Siemens Gamesa has begun installing a new generation of machines for onshore wind power in Brazil, Felipe Ferres, the company's general director in the country told Reuters on Monday.
Brazil will be the first country in the world to operate Siemens Gamesa wind turbines with 6.2 megawatts (MW) of power and a 170-meter (558-ft) rotor, the largest available in the world, in onshore wind generation.
The model grabbed the attention from large wind power investors - since it optimizes wind farms by making them more powerful with fewer machines - and, in the future, could even be applied to "small" offshore developments, Ferres said.
The first machines, produced in Bahia state, are being installed in the Tucano wind complex, owned by AES Brasil.
Siemens Gamesa, which until a few years ago manufactured 3.5 MW wind turbines, has seen interest in the market for the new model and has already signed supply deals with Essentia and Engie Brasil, according to the executive.
Ferres said he still has no doubts that the offshore wind market will develop in Brazil, but he understands that the speed of this process is directly linked to the development of green hydrogen production.

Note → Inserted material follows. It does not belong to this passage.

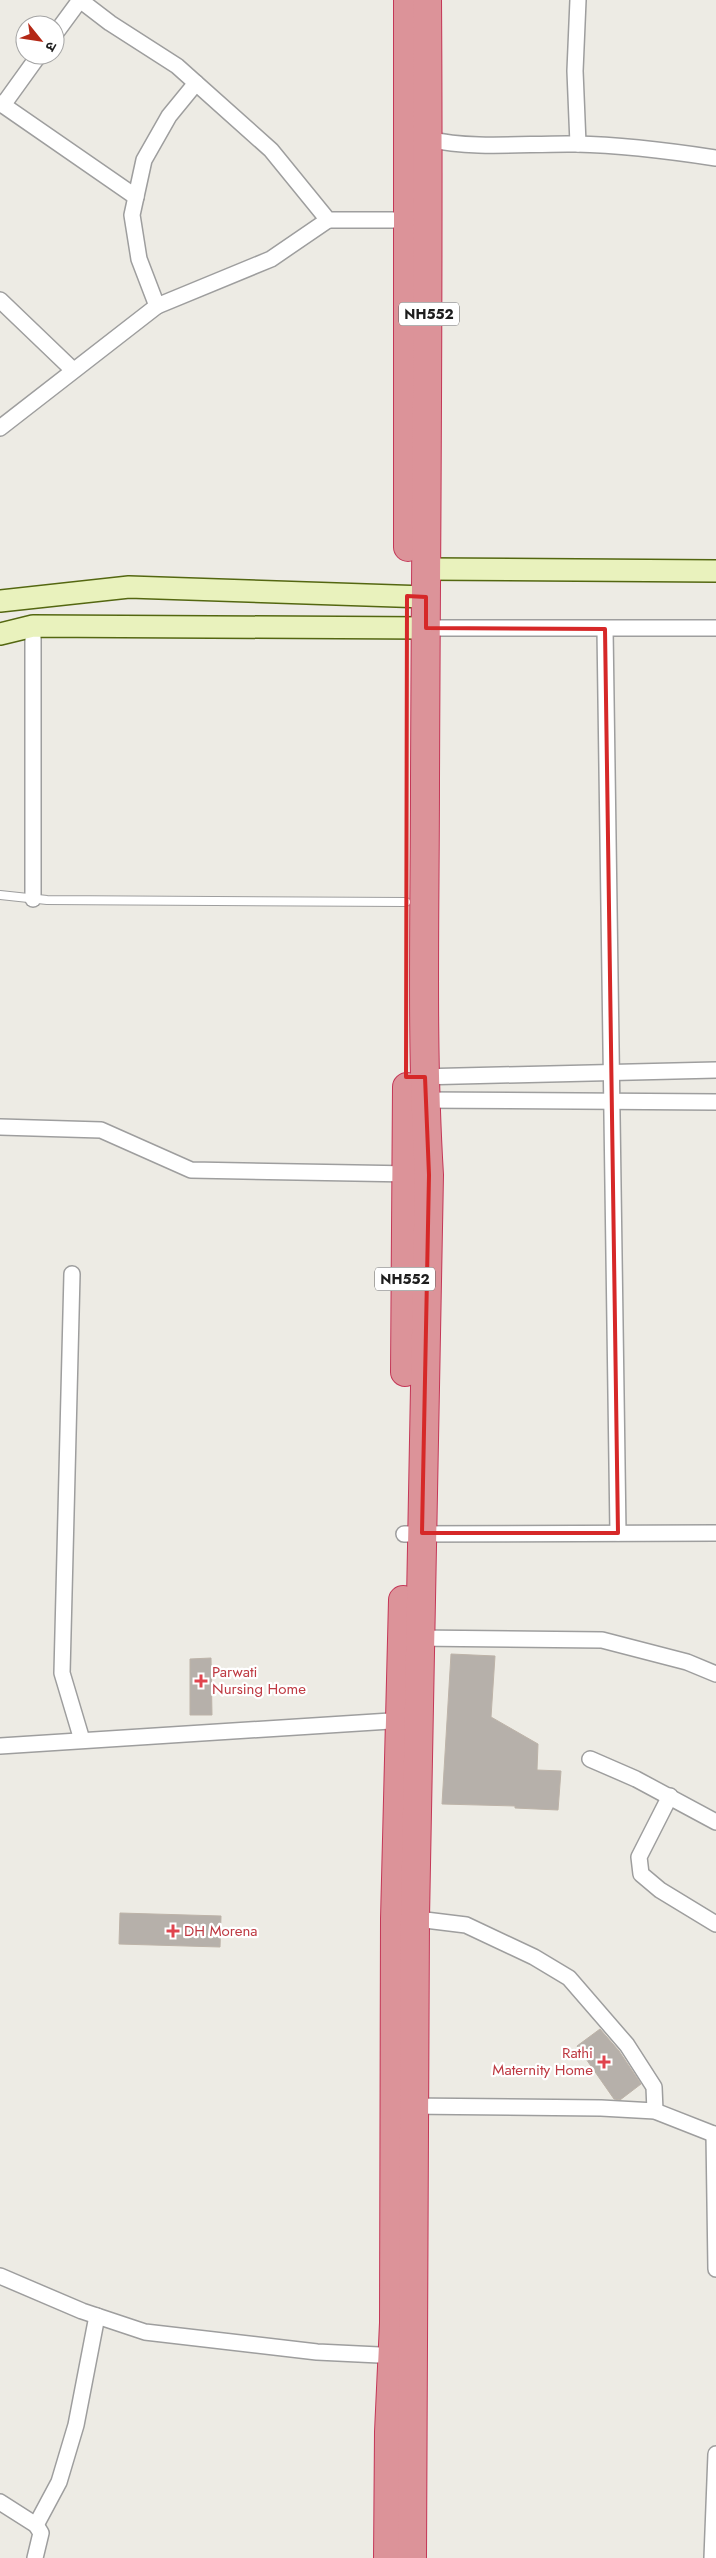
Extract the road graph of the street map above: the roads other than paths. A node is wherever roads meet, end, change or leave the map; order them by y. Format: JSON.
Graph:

Siemens Gamesa, which dominates the global market for offshore wind turbines, has said wind power could make it possible to produce hydrogen without emitting greenhouse gases as cheaply as is currently feasible with fossil fuel energy by 2030.
"Thinking only about the expansion of wind power just to serve the electric energy market, we are in a 'plateau' of 4 GW installed per year for the entire industry, there is not much prospect of change... Now, when we start producing green hydrogen to meet global energy demand, the scale multiplies, and you need to go to sea...".
Despite the demand for new orders, Ferres said that Siemens Gamesa and other manufacturers have suffered from the breakdown of production chains around the world, due to pressures associated with the COVID-19 pandemic and rising costs with raw materials.
In Brazil, the main impact has been on costs, he said, since the Brazilian wind industry is not very dependent on imports.
He reckons that prices for raw materials such as steel are unlikely to cool down anytime soon, as the war in Ukraine and its aftermath are likely to continue putting pressure on commodities for some time to come.